▶ **GOAL OF THE EXERCISE**: The only acceptable output is every entry, printed exactly.

▶ **EXTRACTED MATERIAL**:

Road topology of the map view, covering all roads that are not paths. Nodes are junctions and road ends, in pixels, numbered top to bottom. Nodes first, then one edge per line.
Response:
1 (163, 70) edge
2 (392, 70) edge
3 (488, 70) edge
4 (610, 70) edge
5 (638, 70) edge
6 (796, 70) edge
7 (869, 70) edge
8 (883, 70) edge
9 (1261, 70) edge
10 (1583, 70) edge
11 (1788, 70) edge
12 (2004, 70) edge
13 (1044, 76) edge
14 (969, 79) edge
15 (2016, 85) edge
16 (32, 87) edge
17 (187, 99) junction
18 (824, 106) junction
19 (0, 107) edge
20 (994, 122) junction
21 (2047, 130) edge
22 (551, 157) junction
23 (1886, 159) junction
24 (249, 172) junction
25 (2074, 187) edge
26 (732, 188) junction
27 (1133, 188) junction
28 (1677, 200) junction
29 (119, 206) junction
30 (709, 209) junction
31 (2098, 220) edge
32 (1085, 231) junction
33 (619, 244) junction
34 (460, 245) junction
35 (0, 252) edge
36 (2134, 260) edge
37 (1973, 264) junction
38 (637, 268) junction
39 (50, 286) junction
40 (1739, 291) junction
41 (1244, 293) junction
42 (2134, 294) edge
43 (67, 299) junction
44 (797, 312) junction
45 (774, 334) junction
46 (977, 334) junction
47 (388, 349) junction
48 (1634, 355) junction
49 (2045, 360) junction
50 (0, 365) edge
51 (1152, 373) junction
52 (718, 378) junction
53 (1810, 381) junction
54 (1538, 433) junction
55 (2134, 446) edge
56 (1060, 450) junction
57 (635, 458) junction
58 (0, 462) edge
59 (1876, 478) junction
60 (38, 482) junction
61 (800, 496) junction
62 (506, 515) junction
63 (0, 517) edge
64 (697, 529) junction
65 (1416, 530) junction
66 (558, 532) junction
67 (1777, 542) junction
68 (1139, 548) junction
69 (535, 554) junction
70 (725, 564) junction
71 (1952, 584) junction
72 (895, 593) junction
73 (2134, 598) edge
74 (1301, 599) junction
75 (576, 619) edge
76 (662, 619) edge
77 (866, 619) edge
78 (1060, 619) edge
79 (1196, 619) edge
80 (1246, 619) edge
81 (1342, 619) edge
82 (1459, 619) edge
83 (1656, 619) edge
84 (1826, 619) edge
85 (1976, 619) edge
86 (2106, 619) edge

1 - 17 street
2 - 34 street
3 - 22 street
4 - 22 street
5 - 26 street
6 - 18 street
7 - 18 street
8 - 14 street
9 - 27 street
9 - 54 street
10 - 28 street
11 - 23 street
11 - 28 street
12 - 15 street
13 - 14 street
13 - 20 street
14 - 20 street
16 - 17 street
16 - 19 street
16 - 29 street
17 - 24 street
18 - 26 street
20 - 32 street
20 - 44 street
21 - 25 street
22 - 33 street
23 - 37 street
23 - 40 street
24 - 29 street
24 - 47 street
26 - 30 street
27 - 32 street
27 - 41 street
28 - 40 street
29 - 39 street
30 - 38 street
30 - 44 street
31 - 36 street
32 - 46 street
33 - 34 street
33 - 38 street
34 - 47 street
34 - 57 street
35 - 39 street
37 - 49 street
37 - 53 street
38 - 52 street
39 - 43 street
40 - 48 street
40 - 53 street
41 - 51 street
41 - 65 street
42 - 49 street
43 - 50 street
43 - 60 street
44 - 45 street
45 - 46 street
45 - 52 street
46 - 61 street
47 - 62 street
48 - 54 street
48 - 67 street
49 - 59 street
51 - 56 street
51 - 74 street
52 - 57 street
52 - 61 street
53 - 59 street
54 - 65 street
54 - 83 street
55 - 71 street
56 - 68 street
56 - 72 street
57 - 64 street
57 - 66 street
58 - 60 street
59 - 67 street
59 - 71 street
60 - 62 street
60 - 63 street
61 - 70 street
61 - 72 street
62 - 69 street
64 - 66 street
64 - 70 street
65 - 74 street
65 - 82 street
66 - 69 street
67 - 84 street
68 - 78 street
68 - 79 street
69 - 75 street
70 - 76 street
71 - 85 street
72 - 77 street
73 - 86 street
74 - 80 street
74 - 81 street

▶ **ANSWER SPACE**:
Road topology of the map view, covering all roads that are not paths. Nodes are junctions and road ends, in pixels, numbered top to bottom. Nodes first, then one edge per line.
Response:
1 (163, 70) edge
2 (392, 70) edge
3 (488, 70) edge
4 (610, 70) edge
5 (638, 70) edge
6 (796, 70) edge
7 (869, 70) edge
8 (883, 70) edge
9 (1261, 70) edge
10 (1583, 70) edge
11 (1788, 70) edge
12 (2004, 70) edge
13 (1044, 76) edge
14 (969, 79) edge
15 (2016, 85) edge
16 (32, 87) edge
17 (187, 99) junction
18 (824, 106) junction
19 (0, 107) edge
20 (994, 122) junction
21 (2047, 130) edge
22 (551, 157) junction
23 (1886, 159) junction
24 (249, 172) junction
25 (2074, 187) edge
26 (732, 188) junction
27 (1133, 188) junction
28 (1677, 200) junction
29 (119, 206) junction
30 (709, 209) junction
31 (2098, 220) edge
32 (1085, 231) junction
33 (619, 244) junction
34 (460, 245) junction
35 (0, 252) edge
36 (2134, 260) edge
37 (1973, 264) junction
38 (637, 268) junction
39 (50, 286) junction
40 (1739, 291) junction
41 (1244, 293) junction
42 (2134, 294) edge
43 (67, 299) junction
44 (797, 312) junction
45 (774, 334) junction
46 (977, 334) junction
47 (388, 349) junction
48 (1634, 355) junction
49 (2045, 360) junction
50 (0, 365) edge
51 (1152, 373) junction
52 (718, 378) junction
53 (1810, 381) junction
54 (1538, 433) junction
55 (2134, 446) edge
56 (1060, 450) junction
57 (635, 458) junction
58 (0, 462) edge
59 (1876, 478) junction
60 (38, 482) junction
61 (800, 496) junction
62 (506, 515) junction
63 (0, 517) edge
64 (697, 529) junction
65 (1416, 530) junction
66 (558, 532) junction
67 (1777, 542) junction
68 (1139, 548) junction
69 (535, 554) junction
70 (725, 564) junction
71 (1952, 584) junction
72 (895, 593) junction
73 (2134, 598) edge
74 (1301, 599) junction
75 (576, 619) edge
76 (662, 619) edge
77 (866, 619) edge
78 (1060, 619) edge
79 (1196, 619) edge
80 (1246, 619) edge
81 (1342, 619) edge
82 (1459, 619) edge
83 (1656, 619) edge
84 (1826, 619) edge
85 (1976, 619) edge
86 (2106, 619) edge

1 - 17 street
2 - 34 street
3 - 22 street
4 - 22 street
5 - 26 street
6 - 18 street
7 - 18 street
8 - 14 street
9 - 27 street
9 - 54 street
10 - 28 street
11 - 23 street
11 - 28 street
12 - 15 street
13 - 14 street
13 - 20 street
14 - 20 street
16 - 17 street
16 - 19 street
16 - 29 street
17 - 24 street
18 - 26 street
20 - 32 street
20 - 44 street
21 - 25 street
22 - 33 street
23 - 37 street
23 - 40 street
24 - 29 street
24 - 47 street
26 - 30 street
27 - 32 street
27 - 41 street
28 - 40 street
29 - 39 street
30 - 38 street
30 - 44 street
31 - 36 street
32 - 46 street
33 - 34 street
33 - 38 street
34 - 47 street
34 - 57 street
35 - 39 street
37 - 49 street
37 - 53 street
38 - 52 street
39 - 43 street
40 - 48 street
40 - 53 street
41 - 51 street
41 - 65 street
42 - 49 street
43 - 50 street
43 - 60 street
44 - 45 street
45 - 46 street
45 - 52 street
46 - 61 street
47 - 62 street
48 - 54 street
48 - 67 street
49 - 59 street
51 - 56 street
51 - 74 street
52 - 57 street
52 - 61 street
53 - 59 street
54 - 65 street
54 - 83 street
55 - 71 street
56 - 68 street
56 - 72 street
57 - 64 street
57 - 66 street
58 - 60 street
59 - 67 street
59 - 71 street
60 - 62 street
60 - 63 street
61 - 70 street
61 - 72 street
62 - 69 street
64 - 66 street
64 - 70 street
65 - 74 street
65 - 82 street
66 - 69 street
67 - 84 street
68 - 78 street
68 - 79 street
69 - 75 street
70 - 76 street
71 - 85 street
72 - 77 street
73 - 86 street
74 - 80 street
74 - 81 street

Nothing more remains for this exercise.